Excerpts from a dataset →
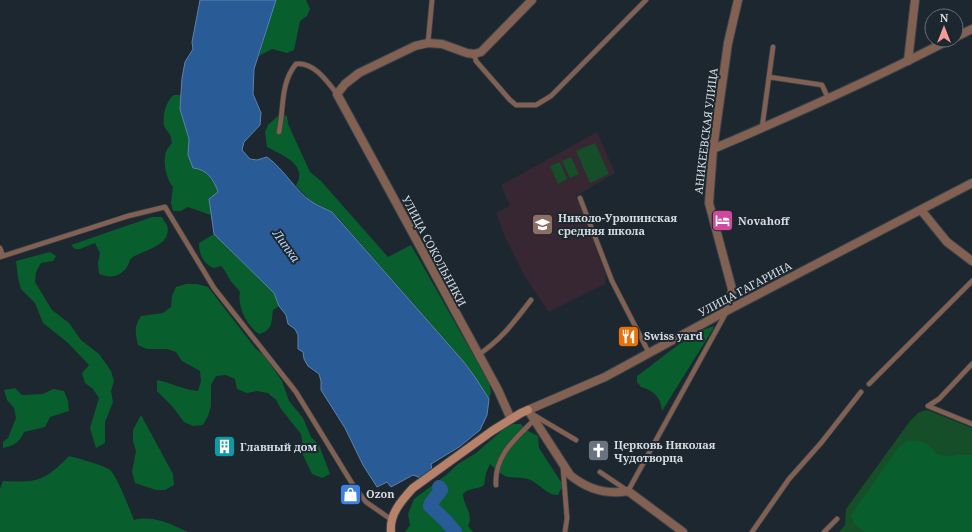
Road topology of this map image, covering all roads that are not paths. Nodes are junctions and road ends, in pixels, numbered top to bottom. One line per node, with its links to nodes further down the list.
1 (432, 0): 6 (lane)
2 (532, 0): 9 (street)
3 (646, 0): 9 (lane)
4 (738, 0): 16 (street, АНИКЕЕВСКАЯ УЛИЦА)
5 (915, 0): 10 (street)
6 (428, 43): 9 (street); 12 (street)
7 (773, 47): 11 (lane)
8 (933, 48): 10 (street)
9 (474, 54)
10 (908, 61): 13 (street)
11 (769, 77): 13 (lane); 14 (lane)
12 (337, 94): 15 (lane); 27 (street, УЛИЦА СОКОЛЬНИКИ)
13 (828, 98): 14 (street)
14 (762, 128): 16 (street)
15 (279, 132)
16 (713, 149): 25 (street, АНИКЕЕВСКАЯ УЛИЦА)
17 (972, 183): 19 (street, УЛИЦА ГАГАРИНА)
18 (580, 198): 26 (lane)
19 (921, 210): 22 (street); 25 (street, УЛИЦА ГАГАРИНА)
20 (0, 248): 21 (lane)
21 (1, 256): 41 (lane)
22 (972, 260)
23 (972, 281): 29 (lane)
24 (531, 300): 27 (lane)
25 (728, 310): 26 (street, УЛИЦА ГАГАРИНА); 39 (lane)
26 (649, 353): 31 (street, УЛИЦА ГАГАРИНА)
27 (478, 355): 32 (street, УЛИЦА СОКОЛЬНИКИ)
28 (972, 364): 34 (lane)
29 (869, 384)
30 (861, 392): 45 (lane)
31 (528, 410): 32 (street); 33 (street); 35 (lane)
32 (511, 419): 41 (street)
33 (534, 420): 36 (street); 38 (lane)
34 (972, 424)
35 (576, 440)
36 (563, 464): 39 (street); 43 (lane)
37 (600, 472): 39 (lane)
38 (496, 485)
39 (628, 491): 44 (street)
40 (837, 519): 46 (lane)
41 (392, 520): 42 (street)
42 (391, 532)
43 (565, 532)
44 (683, 532)
45 (752, 532)
46 (824, 532)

TASK TO COMPLETE → Find the string "СОКОЛЬНИКИ" in the lines above and count those lines. Give only that count.

WORKED SOLUTION → 2